Edna St. Vincent Millay
 

sixsexsix

Practically Family
Messages
870
Location
toronto
the only frustrating thing about streetcars is that they really muck up traffic. because they run in the middle, every time there is a stop everyone behind the car has to stop and wait (whereas in a bus you could just go around). another frustrating thing is if anything happens on the tracks - accident, car stalls, streetcar problems, etc - every single streetcar behind the incident is stuck. as someone who commutes for 6 months of the year strictly on the streetcar, it can be very annoying. the best way to solve this problem is designated streetcar-only lanes (we have a couple here, and i have seen them a lot in new orleans), but that requires wide roads, something a lot of older cities don't really have

i have heard about buses that run on streetcar cables, i would like to see them in action. seems it would be a lot better for traffic flow while still keeping things electric and "green"

David Conwill said:
Grand Rapids recently began talking about replacing most of their bus system with lightweight rail (i.e. streetcars).

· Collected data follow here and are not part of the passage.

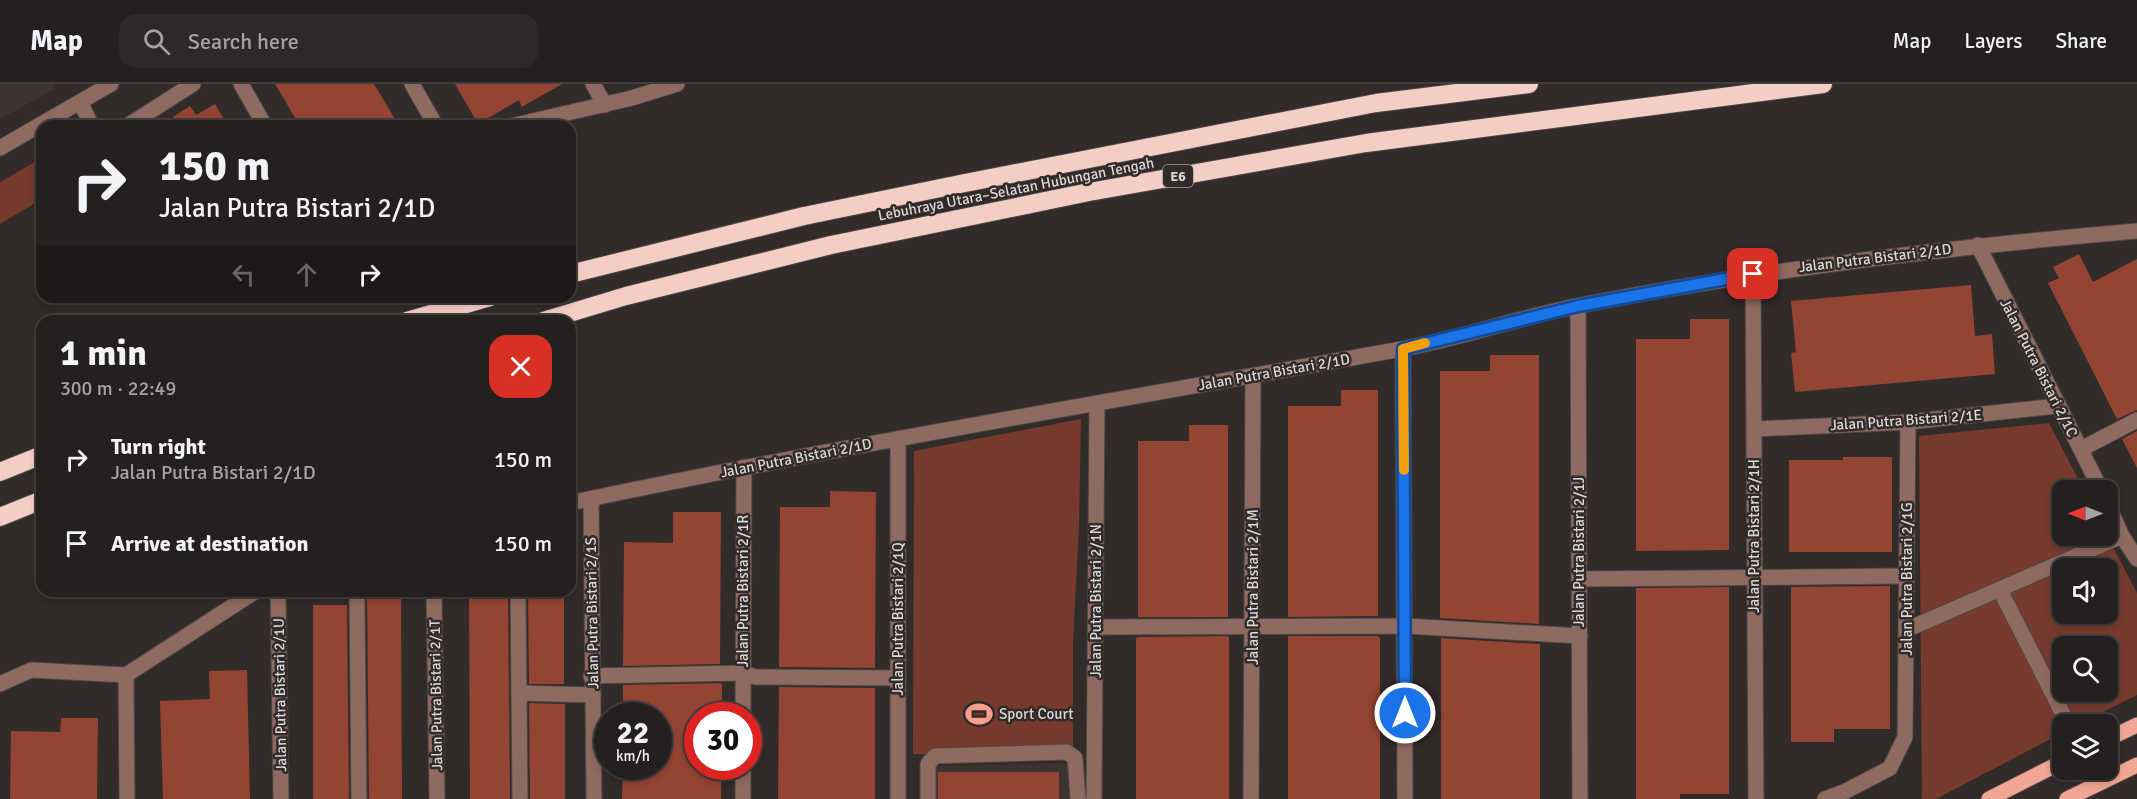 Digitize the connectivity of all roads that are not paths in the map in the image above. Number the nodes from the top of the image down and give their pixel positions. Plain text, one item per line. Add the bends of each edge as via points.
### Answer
1 (111, 84) edge
2 (193, 84) edge
3 (241, 84) edge
4 (412, 84) edge
5 (593, 84) edge
6 (677, 84) edge
7 (1529, 84) edge
8 (1823, 84) edge
9 (80, 102) junction
10 (605, 105) junction
11 (49, 120) edge
12 (89, 120) edge
13 (136, 120) edge
14 (262, 120) edge
15 (433, 120) edge
16 (538, 120) edge
17 (36, 127) edge
18 (0, 148) edge
19 (2137, 231) edge
20 (1978, 245) junction
21 (576, 273) edge
22 (1753, 274) junction
23 (469, 303) edge
24 (1578, 306) junction
25 (428, 315) edge
26 (563, 315) edge
27 (1403, 349) junction
28 (1253, 376) junction
29 (1097, 404) junction
30 (2057, 406) junction
31 (2137, 420) edge
32 (1908, 422) junction
33 (1754, 429) junction
34 (898, 439) junction
35 (2081, 449) junction
36 (36, 457) edge
37 (744, 467) junction
38 (0, 472) edge
39 (2096, 480) edge
40 (591, 499) junction
41 (36, 502) edge
42 (576, 502) edge
43 (0, 517) edge
44 (2118, 527) edge
45 (2122, 536) junction
46 (2137, 559) edge
47 (1907, 576) junction
48 (1754, 578) junction
49 (1579, 579) junction
50 (2000, 590) junction
51 (247, 597) edge
52 (278, 597) edge
53 (434, 597) edge
54 (518, 597) edge
55 (357, 601) dead end
56 (1405, 626) junction
57 (1096, 627) junction
58 (1253, 628) junction
59 (1908, 629) junction
60 (1580, 636) junction
61 (742, 673) junction
62 (126, 675) junction
63 (591, 676) junction
64 (898, 678) junction
65 (0, 684) edge
66 (519, 693) junction
67 (593, 694) junction
68 (743, 702) edge
69 (2063, 714) edge
70 (2137, 725) edge
71 (2118, 734) edge
72 (2137, 765) edge
73 (2052, 767) edge
74 (743, 780) edge
75 (127, 799) edge
76 (282, 799) edge
77 (359, 799) edge
78 (437, 799) edge
79 (520, 799) edge
80 (594, 799) edge
81 (743, 799) edge
82 (898, 799) edge
83 (928, 799) edge
84 (1078, 799) edge
85 (1094, 799) edge
86 (1251, 799) edge
87 (1405, 799) edge
88 (1580, 799) edge
89 (1756, 799) edge
90 (1826, 799) edge
91 (1989, 799) edge
92 (2067, 799) edge

1 - 9 street
2 - 13 street
3 - 14 street
4 - 15 street
5 - 10 street
6 - 10 street
7 - 21 highway, Lebuhraya Utara–Selatan Hubungan Tengah / E6 via 1376,103 977,181 804,216
8 - 26 highway, Lebuhraya Utara–Selatan Hubungan Tengah / E6 via 1366,142 1089,192 831,245
9 - 11 street
9 - 12 street
10 - 16 street
17 - 18 street
19 - 20 street, Jalan Putra Bistari 2/1D
20 - 22 street, Jalan Putra Bistari 2/1D
20 - 30 street, Jalan Putra Bistari 2/1C
22 - 24 street, Jalan Putra Bistari 2/1D
22 - 33 street, Jalan Putra Bistari 2/1H
23 - 25 highway
24 - 27 street, Jalan Putra Bistari 2/1D
24 - 49 street, Jalan Putra Bistari 2/1J
27 - 28 street, Jalan Putra Bistari 2/1D
27 - 56 street
28 - 29 street, Jalan Putra Bistari 2/1D
28 - 58 street, Jalan Putra Bistari 2/1M
29 - 34 street, Jalan Putra Bistari 2/1D
29 - 57 street, Jalan Putra Bistari 2/1N
30 - 32 street, Jalan Putra Bistari 2/1E
30 - 35 street, Jalan Putra Bistari 2/1C
31 - 35 street
32 - 33 street, Jalan Putra Bistari 2/1E
32 - 47 street, Jalan Putra Bistari 2/1G
33 - 48 street, Jalan Putra Bistari 2/1H
34 - 37 street, Jalan Putra Bistari 2/1D
34 - 64 street, Jalan Putra Bistari 2/1Q
35 - 39 street, Jalan Putra Bistari 2/1C
36 - 38 highway
37 - 40 street, Jalan Putra Bistari 2/1D
37 - 61 street, Jalan Putra Bistari 2/1R
40 - 42 street, Jalan Putra Bistari 2/1D
40 - 63 street, Jalan Putra Bistari 2/1S
41 - 43 highway
44 - 45 street
45 - 46 street
45 - 50 street
47 - 48 street
47 - 59 street, Jalan Putra Bistari 2/1G
48 - 49 street
48 - 89 street, Jalan Putra Bistari 2/1H
49 - 60 street, Jalan Putra Bistari 2/1J
50 - 59 street
50 - 69 street
51 - 62 street
52 - 76 street, Jalan Putra Bistari 2/1U
53 - 78 street, Jalan Putra Bistari 2/1T
54 - 66 street
55 - 77 street
56 - 58 street
56 - 60 street
56 - 87 street
57 - 58 street
57 - 85 street, Jalan Putra Bistari 2/1N
58 - 86 street, Jalan Putra Bistari 2/1M
59 - 90 street, Jalan Putra Bistari 2/1G via 1905,736 1890,768
60 - 88 street, Jalan Putra Bistari 2/1J
61 - 63 street
61 - 64 street via 756,677
61 - 68 street, Jalan Putra Bistari 2/1R
62 - 65 street via 31,670
62 - 75 street
63 - 67 street, Jalan Putra Bistari 2/1S
64 - 82 street, Jalan Putra Bistari 2/1Q
66 - 67 street
66 - 79 street
67 - 80 street, Jalan Putra Bistari 2/1S
70 - 71 main road
72 - 92 main road
73 - 91 main road
74 - 81 street
83 - 84 street via 928,764 935,756 1067,752 1075,758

It seems it wouldn't be hard, as many of the brick streets in GR have a broad strip of asphalt down the middle covering up where the tracks used to be, so we're all used to driving around them already. I'm not holding my breath, though.

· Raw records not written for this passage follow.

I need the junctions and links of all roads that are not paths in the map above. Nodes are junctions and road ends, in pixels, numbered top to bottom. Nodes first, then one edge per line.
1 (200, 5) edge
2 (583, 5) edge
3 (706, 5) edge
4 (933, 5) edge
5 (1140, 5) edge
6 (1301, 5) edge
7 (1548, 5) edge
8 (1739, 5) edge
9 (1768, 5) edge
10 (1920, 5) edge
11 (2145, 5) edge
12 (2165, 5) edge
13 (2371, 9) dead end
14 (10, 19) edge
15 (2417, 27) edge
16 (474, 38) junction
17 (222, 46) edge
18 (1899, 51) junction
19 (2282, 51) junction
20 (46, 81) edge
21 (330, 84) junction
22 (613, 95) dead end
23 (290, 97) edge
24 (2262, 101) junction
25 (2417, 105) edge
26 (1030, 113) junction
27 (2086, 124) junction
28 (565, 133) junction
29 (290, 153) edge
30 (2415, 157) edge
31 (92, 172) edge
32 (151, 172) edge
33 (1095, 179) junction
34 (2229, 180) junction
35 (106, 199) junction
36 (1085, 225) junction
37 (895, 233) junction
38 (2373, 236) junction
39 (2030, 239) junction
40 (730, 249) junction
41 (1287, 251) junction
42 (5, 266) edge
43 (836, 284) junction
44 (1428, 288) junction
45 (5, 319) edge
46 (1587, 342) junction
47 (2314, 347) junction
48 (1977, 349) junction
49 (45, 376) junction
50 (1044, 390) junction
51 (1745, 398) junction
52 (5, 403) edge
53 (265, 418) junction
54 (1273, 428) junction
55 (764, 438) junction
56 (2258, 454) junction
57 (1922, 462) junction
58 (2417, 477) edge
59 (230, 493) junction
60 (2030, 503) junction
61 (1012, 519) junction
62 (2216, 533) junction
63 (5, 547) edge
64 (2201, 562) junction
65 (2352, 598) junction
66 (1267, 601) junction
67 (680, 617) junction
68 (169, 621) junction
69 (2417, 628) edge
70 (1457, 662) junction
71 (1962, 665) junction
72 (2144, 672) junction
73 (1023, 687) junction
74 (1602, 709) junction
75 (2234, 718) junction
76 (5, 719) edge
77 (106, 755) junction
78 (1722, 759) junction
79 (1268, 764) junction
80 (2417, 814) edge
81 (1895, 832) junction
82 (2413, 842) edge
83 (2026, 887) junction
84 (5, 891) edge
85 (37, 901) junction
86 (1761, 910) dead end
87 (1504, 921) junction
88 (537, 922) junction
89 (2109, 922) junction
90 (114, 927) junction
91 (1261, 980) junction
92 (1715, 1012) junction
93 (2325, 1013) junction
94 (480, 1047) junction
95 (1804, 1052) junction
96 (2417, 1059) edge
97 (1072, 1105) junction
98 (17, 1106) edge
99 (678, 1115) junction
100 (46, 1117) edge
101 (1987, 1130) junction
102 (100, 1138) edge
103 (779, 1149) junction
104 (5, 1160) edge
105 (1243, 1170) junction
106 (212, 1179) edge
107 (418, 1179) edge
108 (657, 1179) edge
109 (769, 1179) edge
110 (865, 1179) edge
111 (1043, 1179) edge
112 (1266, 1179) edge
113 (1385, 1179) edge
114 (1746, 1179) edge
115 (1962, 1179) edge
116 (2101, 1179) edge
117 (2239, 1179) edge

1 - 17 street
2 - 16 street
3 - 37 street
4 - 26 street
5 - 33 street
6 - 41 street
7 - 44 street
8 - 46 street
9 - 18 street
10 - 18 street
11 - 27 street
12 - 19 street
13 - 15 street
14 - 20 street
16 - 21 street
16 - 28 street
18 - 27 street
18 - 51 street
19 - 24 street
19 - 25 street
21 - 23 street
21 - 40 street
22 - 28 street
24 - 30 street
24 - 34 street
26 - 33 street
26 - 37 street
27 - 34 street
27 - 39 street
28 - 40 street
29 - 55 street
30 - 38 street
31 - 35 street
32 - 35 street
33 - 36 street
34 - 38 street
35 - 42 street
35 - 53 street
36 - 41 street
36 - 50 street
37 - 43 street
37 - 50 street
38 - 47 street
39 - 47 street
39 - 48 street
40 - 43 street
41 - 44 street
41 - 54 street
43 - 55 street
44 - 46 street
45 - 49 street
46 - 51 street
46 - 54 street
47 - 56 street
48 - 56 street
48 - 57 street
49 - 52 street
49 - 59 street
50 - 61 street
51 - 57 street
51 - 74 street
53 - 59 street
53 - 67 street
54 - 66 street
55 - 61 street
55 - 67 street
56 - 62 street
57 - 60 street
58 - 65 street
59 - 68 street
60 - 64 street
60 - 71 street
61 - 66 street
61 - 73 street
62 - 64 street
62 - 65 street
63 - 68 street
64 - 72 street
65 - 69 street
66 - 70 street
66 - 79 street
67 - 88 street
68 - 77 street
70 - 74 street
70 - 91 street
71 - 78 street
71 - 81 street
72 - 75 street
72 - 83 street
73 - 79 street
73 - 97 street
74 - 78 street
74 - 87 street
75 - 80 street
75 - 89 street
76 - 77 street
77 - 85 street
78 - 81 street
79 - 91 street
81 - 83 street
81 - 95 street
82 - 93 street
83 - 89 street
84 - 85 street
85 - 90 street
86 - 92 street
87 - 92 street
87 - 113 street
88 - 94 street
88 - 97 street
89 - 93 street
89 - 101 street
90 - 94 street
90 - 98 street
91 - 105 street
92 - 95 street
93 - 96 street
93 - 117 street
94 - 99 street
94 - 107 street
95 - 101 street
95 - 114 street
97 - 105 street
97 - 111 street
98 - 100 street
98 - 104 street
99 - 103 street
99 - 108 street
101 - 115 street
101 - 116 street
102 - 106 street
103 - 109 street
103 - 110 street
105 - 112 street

Interestingly, I've heard that using refurbished PCC streetcars (the classic kind from the 1940s) is frequently cheaper than using new European-style ones. That would be a nice classic touch to some cities.

I do think long-distance rail could make a comeback. First the government needs to make things less easy on interstate trucking so that the railroads freight revenues come back up. I think the interstate corridors would make an excellent place to route high-speed passenger lines. As far as I'm concerned, they could just rip the freeways right out, but more realistically they could go down the medians in a lot of places.

-Dave
 

dhermann1

I'll Lock Up
Messages
9,154
Location
Da Bronx, NY, USA
In Chicago the suburban highways were built with a rail line down the middle. In New York Robert Moses (may his soul burn in hell!) designed some of the Expressways specifically so that this would be impossible. Mayor Fiorello LaGuardia had an obsession with ripping out the trolley system. They some how represented old-fashionedness to him.
There was a time when you could take the TROLLEY, aka the InterUrban systems, from Maine to Kansas City, and from Toronto to Florida. Almost entirely ripped out. What folly! Only a few cities, like Boston and Pittsburg, have preserved their original systems. Buffalo built a system that didn't connect the areas that needed connecting, so it remains a train to nowhere, to a large degree. There's a huge investment needed, and a lot of the areas involved have little or no place to put in new systems. It's a big problem we've stupidly created fopr ourselves. And still there is great prejudice against rail in much of the country. Just as the truck and rail freight systems reached a balance point of what was practial and economical, passenger trains and passenger cars should be able to work out a similar balance.